Take the entries below and print, exactly, the stretch from the line containing "ctx = cairo_create(surface);" through the line containing "cairo_set_miter_limit(ctx, 4);", both included.

Stored items:
BEGIN

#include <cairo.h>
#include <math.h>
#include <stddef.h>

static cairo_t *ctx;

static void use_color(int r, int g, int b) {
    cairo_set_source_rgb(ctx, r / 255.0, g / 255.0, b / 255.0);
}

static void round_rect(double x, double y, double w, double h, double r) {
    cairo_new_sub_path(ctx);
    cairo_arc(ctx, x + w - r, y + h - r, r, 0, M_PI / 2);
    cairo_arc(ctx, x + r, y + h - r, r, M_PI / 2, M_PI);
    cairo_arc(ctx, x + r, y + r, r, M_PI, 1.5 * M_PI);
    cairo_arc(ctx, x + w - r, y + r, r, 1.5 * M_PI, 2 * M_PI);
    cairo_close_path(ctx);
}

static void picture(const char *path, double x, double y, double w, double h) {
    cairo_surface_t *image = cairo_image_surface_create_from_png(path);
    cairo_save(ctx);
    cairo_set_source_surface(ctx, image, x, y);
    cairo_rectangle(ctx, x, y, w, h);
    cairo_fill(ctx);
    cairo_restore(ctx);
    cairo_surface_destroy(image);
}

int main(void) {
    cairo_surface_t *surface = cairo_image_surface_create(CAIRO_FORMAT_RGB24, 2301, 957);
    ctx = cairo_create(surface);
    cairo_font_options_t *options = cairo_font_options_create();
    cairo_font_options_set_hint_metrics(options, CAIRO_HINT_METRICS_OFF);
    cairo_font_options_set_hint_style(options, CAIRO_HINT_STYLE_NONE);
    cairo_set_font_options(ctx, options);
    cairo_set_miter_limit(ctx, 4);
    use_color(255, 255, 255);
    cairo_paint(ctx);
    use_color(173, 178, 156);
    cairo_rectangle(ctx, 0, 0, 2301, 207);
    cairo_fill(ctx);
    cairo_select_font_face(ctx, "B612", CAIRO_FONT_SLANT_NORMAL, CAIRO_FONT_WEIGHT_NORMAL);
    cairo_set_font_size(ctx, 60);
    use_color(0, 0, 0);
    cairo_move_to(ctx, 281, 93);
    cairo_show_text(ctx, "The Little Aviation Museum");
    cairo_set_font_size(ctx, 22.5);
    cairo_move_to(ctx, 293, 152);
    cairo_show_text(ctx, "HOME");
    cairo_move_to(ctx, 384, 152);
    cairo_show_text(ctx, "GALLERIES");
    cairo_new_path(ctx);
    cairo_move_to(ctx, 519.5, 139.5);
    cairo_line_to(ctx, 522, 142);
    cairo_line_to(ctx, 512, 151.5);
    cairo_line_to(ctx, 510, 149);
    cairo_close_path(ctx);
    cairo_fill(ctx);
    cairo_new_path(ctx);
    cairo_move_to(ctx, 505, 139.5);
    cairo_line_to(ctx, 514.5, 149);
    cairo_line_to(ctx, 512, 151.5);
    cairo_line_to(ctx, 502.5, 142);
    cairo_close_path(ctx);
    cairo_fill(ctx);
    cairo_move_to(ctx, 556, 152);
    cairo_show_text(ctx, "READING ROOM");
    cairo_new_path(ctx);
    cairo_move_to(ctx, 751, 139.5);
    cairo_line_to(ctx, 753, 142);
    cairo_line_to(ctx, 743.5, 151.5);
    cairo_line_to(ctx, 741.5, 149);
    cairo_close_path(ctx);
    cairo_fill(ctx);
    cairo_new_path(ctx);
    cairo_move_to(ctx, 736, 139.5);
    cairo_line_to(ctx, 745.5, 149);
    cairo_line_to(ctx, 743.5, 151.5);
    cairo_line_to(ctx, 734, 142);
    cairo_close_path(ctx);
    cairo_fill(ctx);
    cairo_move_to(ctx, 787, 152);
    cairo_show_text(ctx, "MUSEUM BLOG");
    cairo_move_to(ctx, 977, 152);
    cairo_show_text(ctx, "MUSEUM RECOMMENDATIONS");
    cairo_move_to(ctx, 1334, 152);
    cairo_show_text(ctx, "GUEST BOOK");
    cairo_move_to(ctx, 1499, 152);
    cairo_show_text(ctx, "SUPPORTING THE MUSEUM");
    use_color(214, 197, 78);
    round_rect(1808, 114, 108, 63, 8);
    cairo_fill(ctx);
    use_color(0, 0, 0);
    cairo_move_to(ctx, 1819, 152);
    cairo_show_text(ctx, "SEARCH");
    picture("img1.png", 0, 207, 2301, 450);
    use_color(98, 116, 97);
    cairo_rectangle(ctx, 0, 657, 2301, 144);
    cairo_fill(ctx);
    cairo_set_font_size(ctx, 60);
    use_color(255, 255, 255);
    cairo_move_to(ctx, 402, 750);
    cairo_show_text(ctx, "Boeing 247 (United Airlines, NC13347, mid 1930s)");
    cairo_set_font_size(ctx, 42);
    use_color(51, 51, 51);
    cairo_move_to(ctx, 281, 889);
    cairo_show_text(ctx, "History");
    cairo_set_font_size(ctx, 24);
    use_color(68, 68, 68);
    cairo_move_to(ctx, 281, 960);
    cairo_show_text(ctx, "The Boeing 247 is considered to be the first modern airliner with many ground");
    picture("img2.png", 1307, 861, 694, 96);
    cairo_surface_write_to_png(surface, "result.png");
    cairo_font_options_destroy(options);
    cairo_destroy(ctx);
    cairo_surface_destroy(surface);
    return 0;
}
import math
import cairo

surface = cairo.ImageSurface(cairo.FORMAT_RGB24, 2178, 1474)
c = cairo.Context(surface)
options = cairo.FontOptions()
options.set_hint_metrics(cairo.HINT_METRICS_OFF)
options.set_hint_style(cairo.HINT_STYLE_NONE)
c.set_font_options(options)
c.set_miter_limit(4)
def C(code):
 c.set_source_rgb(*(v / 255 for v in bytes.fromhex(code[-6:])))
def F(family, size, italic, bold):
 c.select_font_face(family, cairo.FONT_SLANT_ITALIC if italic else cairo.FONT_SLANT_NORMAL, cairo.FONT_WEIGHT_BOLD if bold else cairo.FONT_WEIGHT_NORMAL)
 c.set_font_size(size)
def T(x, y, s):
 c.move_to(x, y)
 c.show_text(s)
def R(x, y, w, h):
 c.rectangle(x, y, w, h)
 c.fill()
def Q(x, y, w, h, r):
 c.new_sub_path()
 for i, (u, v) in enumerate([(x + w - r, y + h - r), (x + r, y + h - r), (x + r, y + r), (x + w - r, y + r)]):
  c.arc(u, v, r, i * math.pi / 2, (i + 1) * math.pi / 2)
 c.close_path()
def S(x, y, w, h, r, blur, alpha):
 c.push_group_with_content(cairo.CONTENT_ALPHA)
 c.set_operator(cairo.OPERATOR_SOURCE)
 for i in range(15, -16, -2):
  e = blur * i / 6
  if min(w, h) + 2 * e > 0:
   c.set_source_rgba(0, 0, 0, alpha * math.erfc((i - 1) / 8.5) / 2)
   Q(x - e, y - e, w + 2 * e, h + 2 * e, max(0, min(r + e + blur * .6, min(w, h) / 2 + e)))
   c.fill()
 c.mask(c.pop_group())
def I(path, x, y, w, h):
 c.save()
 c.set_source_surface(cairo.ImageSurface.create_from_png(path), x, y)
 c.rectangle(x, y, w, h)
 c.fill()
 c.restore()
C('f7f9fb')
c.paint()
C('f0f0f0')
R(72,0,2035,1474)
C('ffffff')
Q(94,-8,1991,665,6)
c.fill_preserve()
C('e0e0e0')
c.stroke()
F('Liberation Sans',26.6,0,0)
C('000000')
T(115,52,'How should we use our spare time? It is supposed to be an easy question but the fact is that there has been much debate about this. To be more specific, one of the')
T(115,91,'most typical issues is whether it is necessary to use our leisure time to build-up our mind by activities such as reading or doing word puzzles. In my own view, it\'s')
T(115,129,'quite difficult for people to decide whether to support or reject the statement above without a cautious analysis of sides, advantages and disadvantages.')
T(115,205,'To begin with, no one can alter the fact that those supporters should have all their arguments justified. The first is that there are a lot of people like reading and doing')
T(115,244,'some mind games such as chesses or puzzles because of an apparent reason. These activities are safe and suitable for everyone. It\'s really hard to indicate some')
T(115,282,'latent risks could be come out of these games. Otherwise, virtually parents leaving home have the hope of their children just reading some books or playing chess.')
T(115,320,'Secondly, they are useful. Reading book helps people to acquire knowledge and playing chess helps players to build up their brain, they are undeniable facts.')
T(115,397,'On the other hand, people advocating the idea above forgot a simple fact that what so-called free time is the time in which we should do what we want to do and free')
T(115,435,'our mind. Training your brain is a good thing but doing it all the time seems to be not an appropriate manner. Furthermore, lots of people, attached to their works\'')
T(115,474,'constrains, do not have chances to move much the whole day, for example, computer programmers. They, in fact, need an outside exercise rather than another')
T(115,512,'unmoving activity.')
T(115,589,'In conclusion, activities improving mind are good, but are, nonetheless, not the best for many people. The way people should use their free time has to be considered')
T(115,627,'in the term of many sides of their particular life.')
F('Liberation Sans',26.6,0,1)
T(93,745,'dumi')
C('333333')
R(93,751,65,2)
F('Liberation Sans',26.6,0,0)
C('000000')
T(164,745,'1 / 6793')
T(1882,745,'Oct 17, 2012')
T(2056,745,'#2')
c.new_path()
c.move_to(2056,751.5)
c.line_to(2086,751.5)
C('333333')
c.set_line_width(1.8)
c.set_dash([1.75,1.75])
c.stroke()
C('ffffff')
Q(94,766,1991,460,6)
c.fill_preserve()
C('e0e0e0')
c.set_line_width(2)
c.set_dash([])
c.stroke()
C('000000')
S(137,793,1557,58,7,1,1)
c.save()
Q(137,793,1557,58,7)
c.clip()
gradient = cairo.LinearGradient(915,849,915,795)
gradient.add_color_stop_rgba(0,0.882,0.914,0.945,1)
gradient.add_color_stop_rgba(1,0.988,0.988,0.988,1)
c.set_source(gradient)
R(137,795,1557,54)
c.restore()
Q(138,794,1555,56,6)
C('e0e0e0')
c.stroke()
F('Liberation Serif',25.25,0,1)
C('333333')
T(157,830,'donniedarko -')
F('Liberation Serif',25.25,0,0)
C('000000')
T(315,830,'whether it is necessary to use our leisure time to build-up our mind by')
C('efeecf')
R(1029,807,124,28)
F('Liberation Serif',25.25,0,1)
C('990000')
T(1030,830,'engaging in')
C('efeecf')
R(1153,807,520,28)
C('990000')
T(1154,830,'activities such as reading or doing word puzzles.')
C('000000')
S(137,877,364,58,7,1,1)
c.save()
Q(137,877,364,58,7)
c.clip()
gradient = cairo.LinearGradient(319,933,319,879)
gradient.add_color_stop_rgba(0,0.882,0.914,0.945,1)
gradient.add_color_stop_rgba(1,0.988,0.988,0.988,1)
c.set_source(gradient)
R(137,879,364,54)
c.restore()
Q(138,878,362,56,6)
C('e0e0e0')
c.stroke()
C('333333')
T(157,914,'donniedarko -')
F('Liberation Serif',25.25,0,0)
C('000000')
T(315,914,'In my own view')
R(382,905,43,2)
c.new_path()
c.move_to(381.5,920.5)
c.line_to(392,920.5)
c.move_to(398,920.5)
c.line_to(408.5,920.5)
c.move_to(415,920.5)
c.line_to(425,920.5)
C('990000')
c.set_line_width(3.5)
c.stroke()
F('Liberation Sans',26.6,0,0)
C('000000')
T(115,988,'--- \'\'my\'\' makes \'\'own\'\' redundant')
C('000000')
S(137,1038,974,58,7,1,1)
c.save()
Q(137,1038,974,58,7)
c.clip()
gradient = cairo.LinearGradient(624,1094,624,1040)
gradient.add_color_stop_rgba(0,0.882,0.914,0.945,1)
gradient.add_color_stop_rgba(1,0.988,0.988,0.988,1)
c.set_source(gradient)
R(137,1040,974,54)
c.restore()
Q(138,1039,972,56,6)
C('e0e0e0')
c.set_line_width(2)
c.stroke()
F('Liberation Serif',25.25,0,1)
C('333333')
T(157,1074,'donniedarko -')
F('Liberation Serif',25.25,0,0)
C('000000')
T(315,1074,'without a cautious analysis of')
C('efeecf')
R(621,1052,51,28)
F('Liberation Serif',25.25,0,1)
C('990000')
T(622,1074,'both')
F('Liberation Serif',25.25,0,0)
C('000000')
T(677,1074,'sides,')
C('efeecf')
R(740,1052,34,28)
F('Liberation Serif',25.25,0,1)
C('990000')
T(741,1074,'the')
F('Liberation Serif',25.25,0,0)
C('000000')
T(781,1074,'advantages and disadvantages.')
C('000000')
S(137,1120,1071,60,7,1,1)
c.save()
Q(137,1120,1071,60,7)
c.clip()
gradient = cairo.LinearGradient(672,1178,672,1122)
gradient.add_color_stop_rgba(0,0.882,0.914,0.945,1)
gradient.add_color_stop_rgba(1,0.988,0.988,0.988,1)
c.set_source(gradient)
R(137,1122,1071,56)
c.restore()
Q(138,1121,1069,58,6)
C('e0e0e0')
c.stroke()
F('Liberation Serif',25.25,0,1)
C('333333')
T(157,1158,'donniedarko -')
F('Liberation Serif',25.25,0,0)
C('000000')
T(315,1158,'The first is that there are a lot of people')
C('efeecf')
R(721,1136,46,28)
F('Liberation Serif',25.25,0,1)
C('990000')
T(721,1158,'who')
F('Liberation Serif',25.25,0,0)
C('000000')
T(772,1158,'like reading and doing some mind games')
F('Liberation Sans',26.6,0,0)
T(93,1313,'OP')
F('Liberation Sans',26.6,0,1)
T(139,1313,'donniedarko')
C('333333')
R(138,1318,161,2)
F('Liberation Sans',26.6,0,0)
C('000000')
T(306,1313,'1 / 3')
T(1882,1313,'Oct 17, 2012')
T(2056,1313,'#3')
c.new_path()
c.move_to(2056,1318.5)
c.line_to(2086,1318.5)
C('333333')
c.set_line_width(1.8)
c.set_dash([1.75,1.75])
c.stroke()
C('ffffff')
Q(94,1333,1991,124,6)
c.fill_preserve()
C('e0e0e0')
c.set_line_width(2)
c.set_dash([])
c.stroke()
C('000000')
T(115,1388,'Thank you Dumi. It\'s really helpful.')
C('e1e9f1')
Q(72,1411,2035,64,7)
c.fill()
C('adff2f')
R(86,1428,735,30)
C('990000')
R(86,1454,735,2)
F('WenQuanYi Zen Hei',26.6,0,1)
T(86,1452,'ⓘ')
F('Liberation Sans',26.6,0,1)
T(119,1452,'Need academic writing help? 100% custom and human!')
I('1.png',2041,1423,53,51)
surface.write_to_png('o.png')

END

PROBLEM SOLUTION:
    ctx = cairo_create(surface);
    cairo_font_options_t *options = cairo_font_options_create();
    cairo_font_options_set_hint_metrics(options, CAIRO_HINT_METRICS_OFF);
    cairo_font_options_set_hint_style(options, CAIRO_HINT_STYLE_NONE);
    cairo_set_font_options(ctx, options);
    cairo_set_miter_limit(ctx, 4);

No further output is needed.